Big Data is all about the cloud
8 April 2015 | 0
Big Data is not about real-time versus batch processing. It is not a question of either/or, as Ovum analyst Tony Baer and others stress. Given the broad range of options and workloads that make up a successful Big Data strategy, this is not surprising or controversial.
More controversial, though perhaps not surprising, is the nature of the infrastructure required to get the most from big data. For example, Amazon Web Services (AWS) data science chief Matt Wood warns that, while “analytics is addictive,” this positive addiction quickly turns sour if your infrastructure cannot keep up.
The key to big data success, Wood says, is more than Spark or Hadoop. It is running both on elastic infrastructure.
Hortonworks Vice President of Corporate Strategy Shaun Connolly agrees that the cloud has a big role to play in big data analytics. But Connolly believes the biggest factor in determining where big data processing is done is “data gravity,” not elasticity.
The main driver for big data deployments, Connolly says, is to extend and augment traditional on-premise systems, such as data warehouses. Eventually, this leads large organisations to deploy Hadoop and other analytics clusters in multiple locations — typically on site.
Nevertheless, Connolly acknowledges, the cloud is emerging an increasingly popular option for the development and testing of new analytics applications and for the processing of big data that is generated “outside the four walls” of the enterprise.
While AWS big data customers range from nimble start-ups
like Reddit to massive enterprises like Novartis and Merck, Wood suggests three key components to any analytics system.
- A single source of truth. AWS provides multiple ways to store this single source of truth, from S3 storage to databases like DynamoDB or RDS or Aurora to data warehousing solutions like Redshift.
- Real-time analytics. Wood says that companies often augment this single source of truth with streaming data, such as website clickstreams or financial transactions. While AWS offers Kinesis for real-time data processing, other options exist like Apache Storm and Spark.

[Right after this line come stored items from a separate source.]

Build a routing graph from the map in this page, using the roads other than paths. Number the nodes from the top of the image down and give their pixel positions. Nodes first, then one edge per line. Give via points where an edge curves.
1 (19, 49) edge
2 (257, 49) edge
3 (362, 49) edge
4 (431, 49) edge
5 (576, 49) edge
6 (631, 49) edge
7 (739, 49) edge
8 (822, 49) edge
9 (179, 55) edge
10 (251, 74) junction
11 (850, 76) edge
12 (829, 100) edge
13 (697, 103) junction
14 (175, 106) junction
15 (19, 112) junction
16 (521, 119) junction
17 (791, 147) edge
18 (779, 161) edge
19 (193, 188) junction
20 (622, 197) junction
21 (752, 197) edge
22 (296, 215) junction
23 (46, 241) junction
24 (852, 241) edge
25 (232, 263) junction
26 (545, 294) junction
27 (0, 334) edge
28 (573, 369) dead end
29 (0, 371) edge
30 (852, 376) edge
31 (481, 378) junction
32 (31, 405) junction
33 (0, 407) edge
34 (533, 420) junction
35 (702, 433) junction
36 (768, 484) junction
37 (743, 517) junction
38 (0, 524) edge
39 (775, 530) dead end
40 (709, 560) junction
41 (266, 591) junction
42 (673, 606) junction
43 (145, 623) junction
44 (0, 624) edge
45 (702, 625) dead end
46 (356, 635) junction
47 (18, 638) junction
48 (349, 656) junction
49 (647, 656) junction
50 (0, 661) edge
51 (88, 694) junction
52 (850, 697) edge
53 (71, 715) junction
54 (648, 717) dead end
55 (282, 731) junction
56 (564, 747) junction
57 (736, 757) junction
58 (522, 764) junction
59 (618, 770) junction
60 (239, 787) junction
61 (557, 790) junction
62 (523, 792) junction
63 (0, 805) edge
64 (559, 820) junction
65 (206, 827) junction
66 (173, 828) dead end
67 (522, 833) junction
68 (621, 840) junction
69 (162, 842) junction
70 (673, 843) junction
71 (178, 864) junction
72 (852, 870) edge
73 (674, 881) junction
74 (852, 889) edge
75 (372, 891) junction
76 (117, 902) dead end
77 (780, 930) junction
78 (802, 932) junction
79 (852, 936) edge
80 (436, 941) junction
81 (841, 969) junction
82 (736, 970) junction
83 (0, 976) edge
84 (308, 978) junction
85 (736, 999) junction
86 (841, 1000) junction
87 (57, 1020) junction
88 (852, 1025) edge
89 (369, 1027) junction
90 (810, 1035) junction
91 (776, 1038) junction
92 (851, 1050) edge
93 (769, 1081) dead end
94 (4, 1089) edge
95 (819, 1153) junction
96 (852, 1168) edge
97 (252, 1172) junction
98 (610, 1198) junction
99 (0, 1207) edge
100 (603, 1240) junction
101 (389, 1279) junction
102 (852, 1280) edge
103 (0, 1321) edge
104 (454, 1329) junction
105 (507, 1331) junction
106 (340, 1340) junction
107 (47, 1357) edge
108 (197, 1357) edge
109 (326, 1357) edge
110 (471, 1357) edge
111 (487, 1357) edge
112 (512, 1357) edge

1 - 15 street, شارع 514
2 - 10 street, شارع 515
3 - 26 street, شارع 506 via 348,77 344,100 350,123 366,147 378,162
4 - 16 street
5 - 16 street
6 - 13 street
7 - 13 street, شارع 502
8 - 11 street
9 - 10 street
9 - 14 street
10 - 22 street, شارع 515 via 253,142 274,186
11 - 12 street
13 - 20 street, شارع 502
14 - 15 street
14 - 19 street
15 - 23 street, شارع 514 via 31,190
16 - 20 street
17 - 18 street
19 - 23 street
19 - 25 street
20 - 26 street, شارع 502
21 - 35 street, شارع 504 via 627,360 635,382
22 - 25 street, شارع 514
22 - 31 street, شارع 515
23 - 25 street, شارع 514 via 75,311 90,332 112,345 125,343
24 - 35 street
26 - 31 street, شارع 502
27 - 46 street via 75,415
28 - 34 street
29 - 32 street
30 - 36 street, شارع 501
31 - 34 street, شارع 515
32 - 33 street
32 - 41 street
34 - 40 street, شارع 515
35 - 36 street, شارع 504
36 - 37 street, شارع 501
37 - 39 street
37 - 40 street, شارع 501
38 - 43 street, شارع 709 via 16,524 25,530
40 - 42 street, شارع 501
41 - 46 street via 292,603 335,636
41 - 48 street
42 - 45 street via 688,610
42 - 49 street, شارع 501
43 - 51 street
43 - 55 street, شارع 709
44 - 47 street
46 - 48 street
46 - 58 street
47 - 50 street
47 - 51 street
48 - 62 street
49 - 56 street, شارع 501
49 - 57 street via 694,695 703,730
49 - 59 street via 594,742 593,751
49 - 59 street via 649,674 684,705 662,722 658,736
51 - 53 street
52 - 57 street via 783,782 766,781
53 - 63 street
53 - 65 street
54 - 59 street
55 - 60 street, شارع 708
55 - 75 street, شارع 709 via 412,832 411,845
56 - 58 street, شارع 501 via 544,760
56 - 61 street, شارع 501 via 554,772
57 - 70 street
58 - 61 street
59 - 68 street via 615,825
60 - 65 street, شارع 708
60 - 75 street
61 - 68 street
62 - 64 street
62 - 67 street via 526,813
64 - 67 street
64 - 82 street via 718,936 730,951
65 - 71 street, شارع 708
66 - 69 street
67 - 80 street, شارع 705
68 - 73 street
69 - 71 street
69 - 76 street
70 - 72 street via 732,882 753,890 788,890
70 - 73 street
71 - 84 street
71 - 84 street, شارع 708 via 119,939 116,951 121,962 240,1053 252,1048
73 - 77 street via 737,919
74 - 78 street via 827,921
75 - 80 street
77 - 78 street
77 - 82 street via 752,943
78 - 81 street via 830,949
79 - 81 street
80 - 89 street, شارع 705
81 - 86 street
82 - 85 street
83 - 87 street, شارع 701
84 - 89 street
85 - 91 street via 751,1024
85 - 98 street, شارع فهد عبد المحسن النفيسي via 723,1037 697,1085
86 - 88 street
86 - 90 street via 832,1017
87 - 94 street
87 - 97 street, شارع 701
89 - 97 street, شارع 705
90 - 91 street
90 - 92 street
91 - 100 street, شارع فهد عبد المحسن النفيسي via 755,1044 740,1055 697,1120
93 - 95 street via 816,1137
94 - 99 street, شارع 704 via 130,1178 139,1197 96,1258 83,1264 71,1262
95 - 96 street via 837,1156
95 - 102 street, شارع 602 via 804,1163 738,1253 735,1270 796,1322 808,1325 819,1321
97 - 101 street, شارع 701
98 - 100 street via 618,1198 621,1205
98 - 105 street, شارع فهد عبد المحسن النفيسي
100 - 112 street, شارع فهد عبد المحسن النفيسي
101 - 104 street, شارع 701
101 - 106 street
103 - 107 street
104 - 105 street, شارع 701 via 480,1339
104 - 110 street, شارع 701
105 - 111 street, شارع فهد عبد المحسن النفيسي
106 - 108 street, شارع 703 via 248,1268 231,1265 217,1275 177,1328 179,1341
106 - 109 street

- Dedicated task clusters. Task clusters are a group of instances running a distributed framework like Hadoop, but spun up specifically for a dedicated task like data visualisation.
With these components in mind, Wood repeats that big data is not a question of batch versus real-time processing, but rather about a broad set of tools that allows you to handle data in multifaceted ways:
“It’s not Spark or Hadoop. It’s a question of “and,” not “or.” If you’re using Spark, that shouldn’t preclude you from using traditional MapReduce in other areas, or Mahout. You get to choose the right tool for the job, versus fitting a square peg into a round hole.”
As Wood sees it, “Real-time data processing absolutely has a role going forward, but it’s additive to the big data ecosystem.”